### TASK INSTRUCTIONS
Starting at the line that contains "Write the network of the", repeat each line exactly until the records end, keeping both the first and the last.

### INFORMATION GIVEN
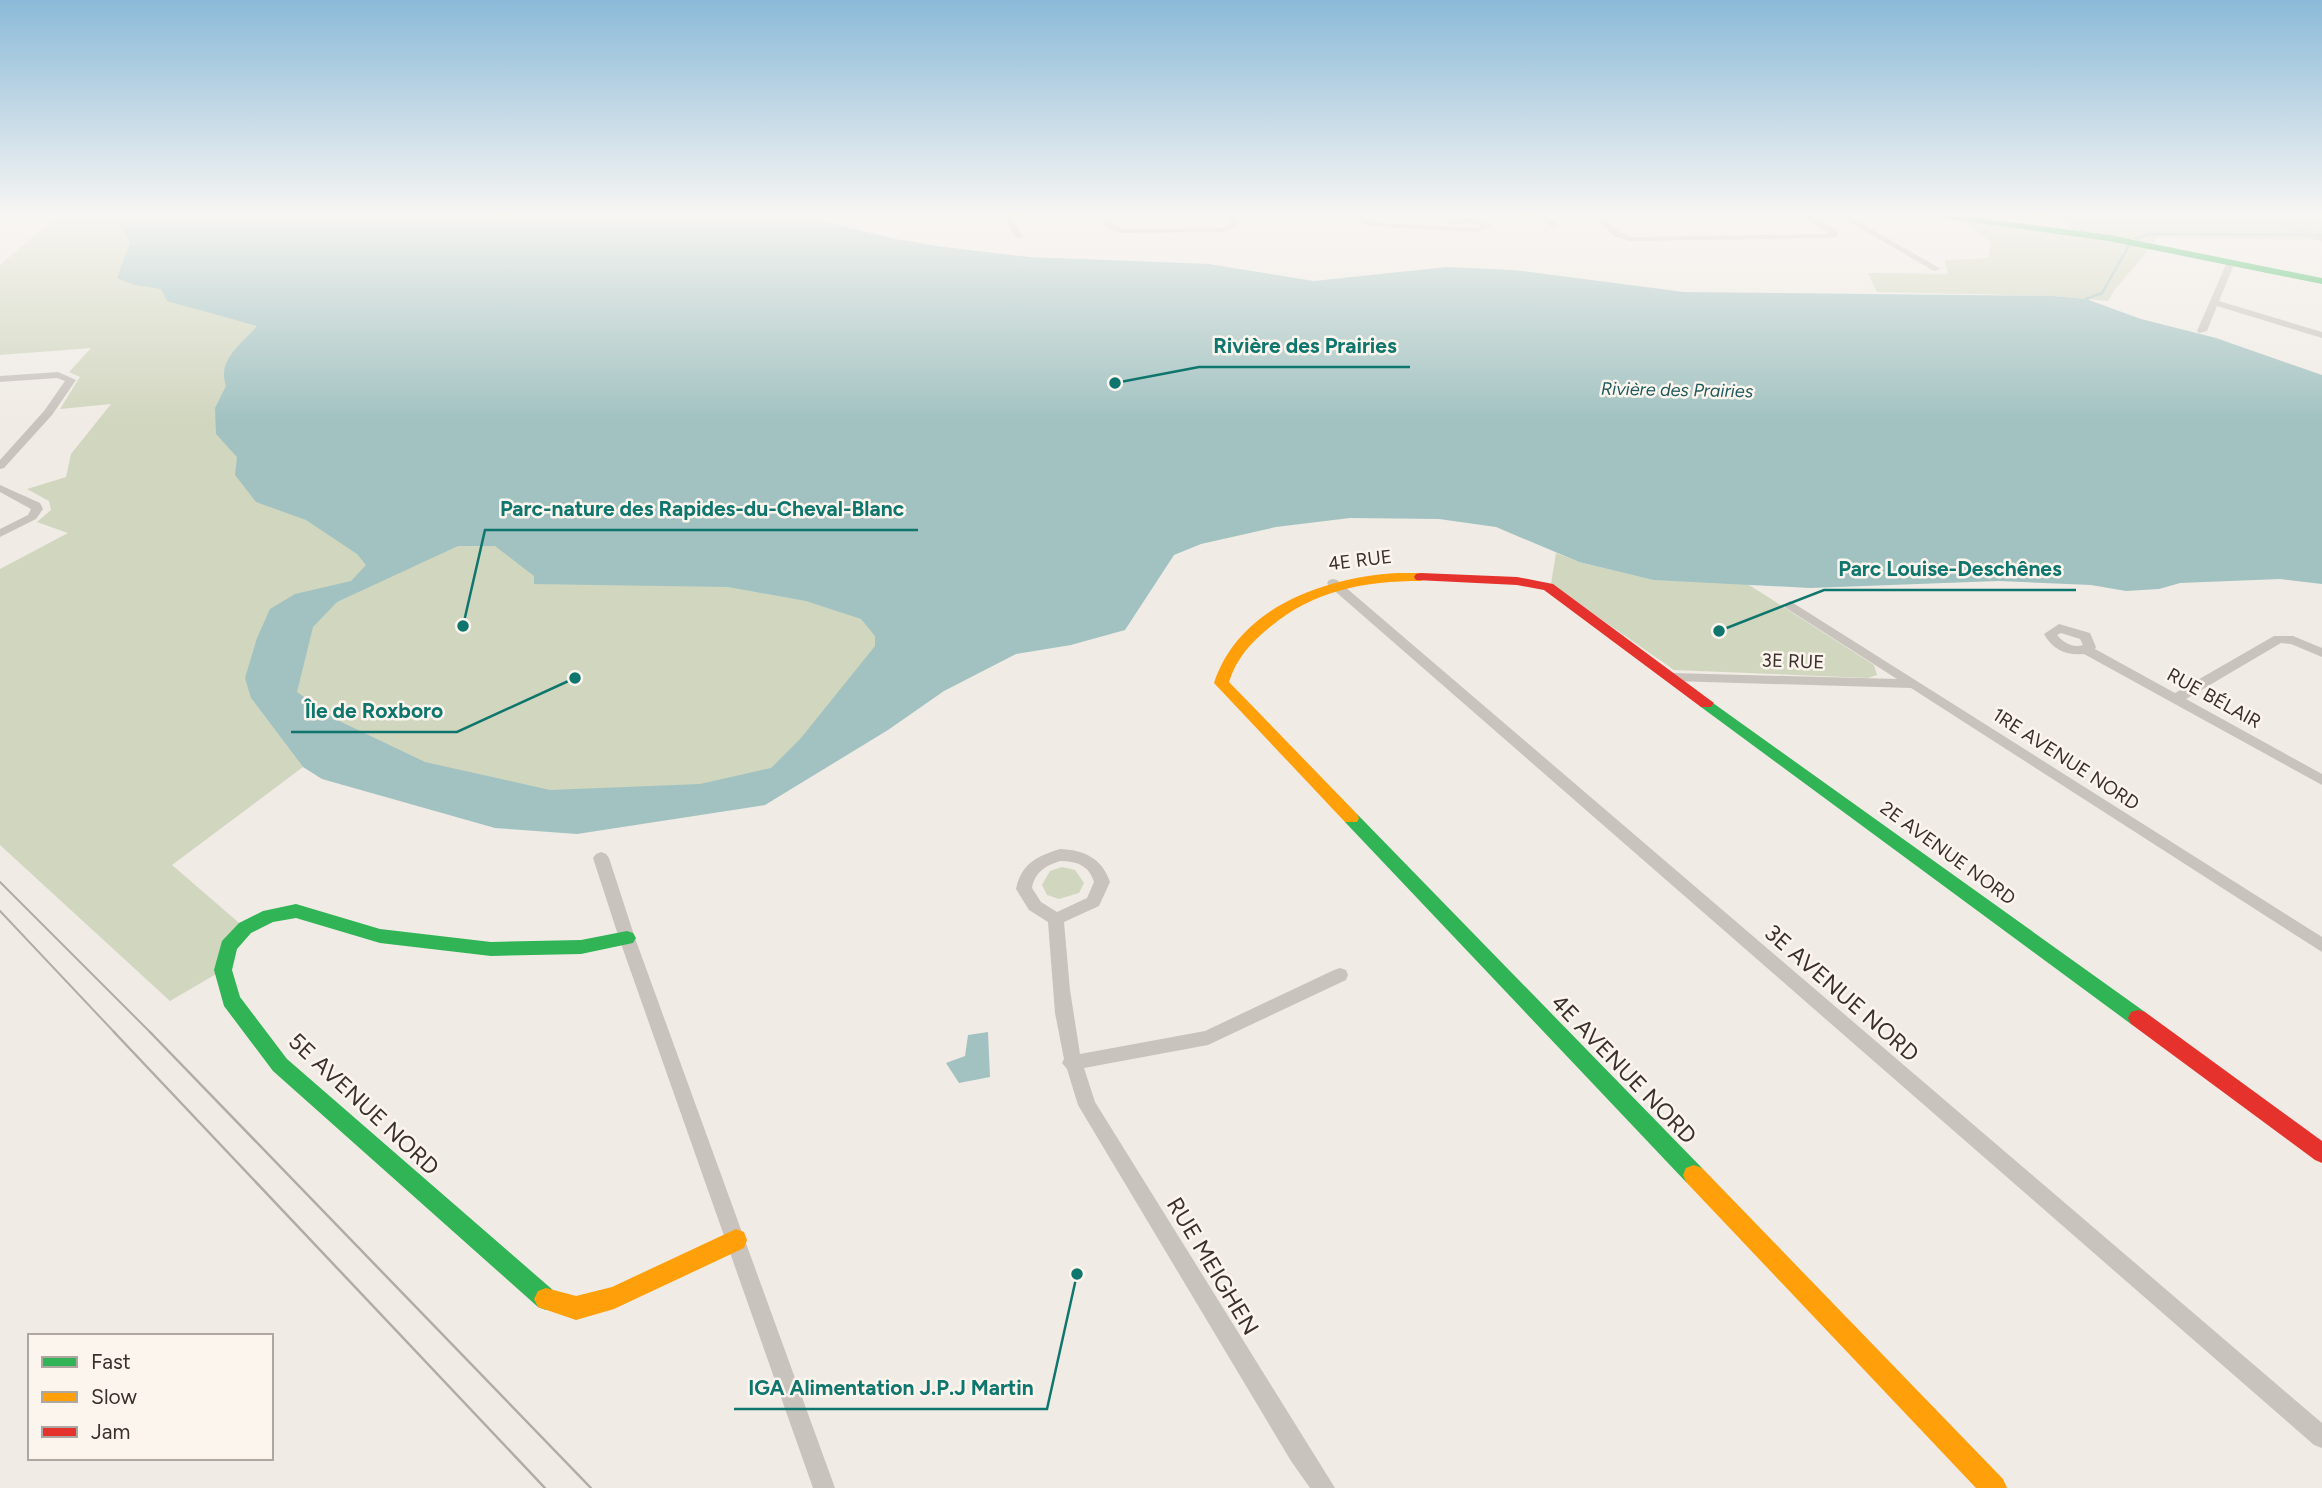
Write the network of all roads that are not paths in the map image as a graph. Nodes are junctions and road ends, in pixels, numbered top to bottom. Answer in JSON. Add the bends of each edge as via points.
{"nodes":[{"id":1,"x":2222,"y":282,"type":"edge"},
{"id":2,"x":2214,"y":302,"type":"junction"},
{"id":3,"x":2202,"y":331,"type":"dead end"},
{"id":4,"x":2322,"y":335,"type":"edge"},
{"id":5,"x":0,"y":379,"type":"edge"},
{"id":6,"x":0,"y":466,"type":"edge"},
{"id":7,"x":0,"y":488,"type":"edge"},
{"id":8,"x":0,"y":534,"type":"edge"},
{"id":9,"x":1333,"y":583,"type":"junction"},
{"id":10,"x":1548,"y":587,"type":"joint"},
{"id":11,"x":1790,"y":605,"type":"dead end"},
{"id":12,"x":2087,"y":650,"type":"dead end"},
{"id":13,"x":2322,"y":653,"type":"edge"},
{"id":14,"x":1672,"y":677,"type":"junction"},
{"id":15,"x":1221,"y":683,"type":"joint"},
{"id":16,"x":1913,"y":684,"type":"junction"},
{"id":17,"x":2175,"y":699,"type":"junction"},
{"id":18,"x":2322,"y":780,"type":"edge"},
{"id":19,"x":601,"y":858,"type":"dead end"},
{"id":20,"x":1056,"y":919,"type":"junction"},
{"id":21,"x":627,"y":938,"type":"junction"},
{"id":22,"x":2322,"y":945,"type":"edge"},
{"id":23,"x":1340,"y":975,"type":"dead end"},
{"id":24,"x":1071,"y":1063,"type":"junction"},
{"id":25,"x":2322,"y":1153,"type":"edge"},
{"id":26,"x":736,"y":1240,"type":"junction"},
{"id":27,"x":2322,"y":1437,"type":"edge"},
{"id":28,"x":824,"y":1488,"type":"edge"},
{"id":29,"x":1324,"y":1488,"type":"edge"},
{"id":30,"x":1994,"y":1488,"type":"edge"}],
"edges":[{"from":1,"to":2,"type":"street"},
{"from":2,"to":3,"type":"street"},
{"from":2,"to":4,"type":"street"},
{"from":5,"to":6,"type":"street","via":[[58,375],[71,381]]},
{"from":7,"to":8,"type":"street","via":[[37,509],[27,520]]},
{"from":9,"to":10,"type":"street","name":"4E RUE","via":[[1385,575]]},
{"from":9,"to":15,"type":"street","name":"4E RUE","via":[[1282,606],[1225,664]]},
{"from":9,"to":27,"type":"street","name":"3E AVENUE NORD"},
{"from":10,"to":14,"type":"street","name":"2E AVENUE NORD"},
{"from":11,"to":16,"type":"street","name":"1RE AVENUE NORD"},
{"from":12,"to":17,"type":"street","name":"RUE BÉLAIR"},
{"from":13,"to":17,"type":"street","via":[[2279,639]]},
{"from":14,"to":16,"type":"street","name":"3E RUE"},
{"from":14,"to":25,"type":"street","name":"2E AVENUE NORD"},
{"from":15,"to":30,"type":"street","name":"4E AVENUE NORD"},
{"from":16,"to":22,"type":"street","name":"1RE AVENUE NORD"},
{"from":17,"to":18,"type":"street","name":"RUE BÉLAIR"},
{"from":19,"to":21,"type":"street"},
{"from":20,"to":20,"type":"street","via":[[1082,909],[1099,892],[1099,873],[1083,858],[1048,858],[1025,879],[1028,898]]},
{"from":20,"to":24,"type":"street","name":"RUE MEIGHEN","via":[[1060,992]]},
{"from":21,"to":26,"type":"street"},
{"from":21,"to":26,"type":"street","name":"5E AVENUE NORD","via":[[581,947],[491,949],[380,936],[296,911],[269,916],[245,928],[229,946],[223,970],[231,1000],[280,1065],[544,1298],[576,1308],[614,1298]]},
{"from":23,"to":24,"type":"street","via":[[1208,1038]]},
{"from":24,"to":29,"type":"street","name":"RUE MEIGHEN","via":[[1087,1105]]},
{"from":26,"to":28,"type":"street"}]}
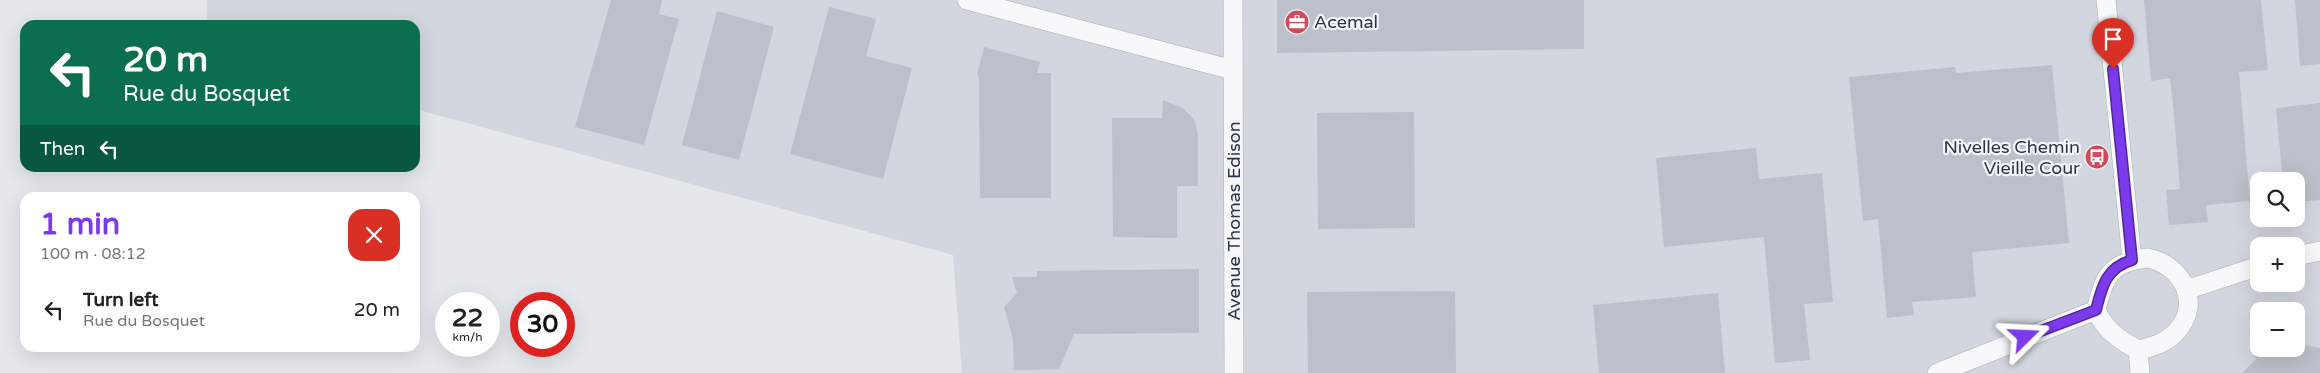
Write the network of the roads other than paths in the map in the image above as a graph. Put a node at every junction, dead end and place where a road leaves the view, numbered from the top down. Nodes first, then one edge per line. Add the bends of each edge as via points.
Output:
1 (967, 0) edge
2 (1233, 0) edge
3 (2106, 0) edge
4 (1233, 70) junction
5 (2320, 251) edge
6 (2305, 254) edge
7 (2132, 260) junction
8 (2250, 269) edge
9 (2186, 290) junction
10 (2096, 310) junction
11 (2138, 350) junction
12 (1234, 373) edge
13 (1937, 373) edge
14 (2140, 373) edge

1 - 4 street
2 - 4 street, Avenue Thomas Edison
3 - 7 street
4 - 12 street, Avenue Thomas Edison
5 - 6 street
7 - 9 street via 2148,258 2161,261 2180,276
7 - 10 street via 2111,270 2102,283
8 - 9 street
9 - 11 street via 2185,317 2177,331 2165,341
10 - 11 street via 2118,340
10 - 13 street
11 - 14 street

### WRITTEN RESPONSE
Write the network of the roads other than paths in the map in the image above as a graph. Put a node at every junction, dead end and place where a road leaves the view, numbered from the top down. Nodes first, then one edge per line. Add the bends of each edge as via points.
Output:
1 (967, 0) edge
2 (1233, 0) edge
3 (2106, 0) edge
4 (1233, 70) junction
5 (2320, 251) edge
6 (2305, 254) edge
7 (2132, 260) junction
8 (2250, 269) edge
9 (2186, 290) junction
10 (2096, 310) junction
11 (2138, 350) junction
12 (1234, 373) edge
13 (1937, 373) edge
14 (2140, 373) edge

1 - 4 street
2 - 4 street, Avenue Thomas Edison
3 - 7 street
4 - 12 street, Avenue Thomas Edison
5 - 6 street
7 - 9 street via 2148,258 2161,261 2180,276
7 - 10 street via 2111,270 2102,283
8 - 9 street
9 - 11 street via 2185,317 2177,331 2165,341
10 - 11 street via 2118,340
10 - 13 street
11 - 14 street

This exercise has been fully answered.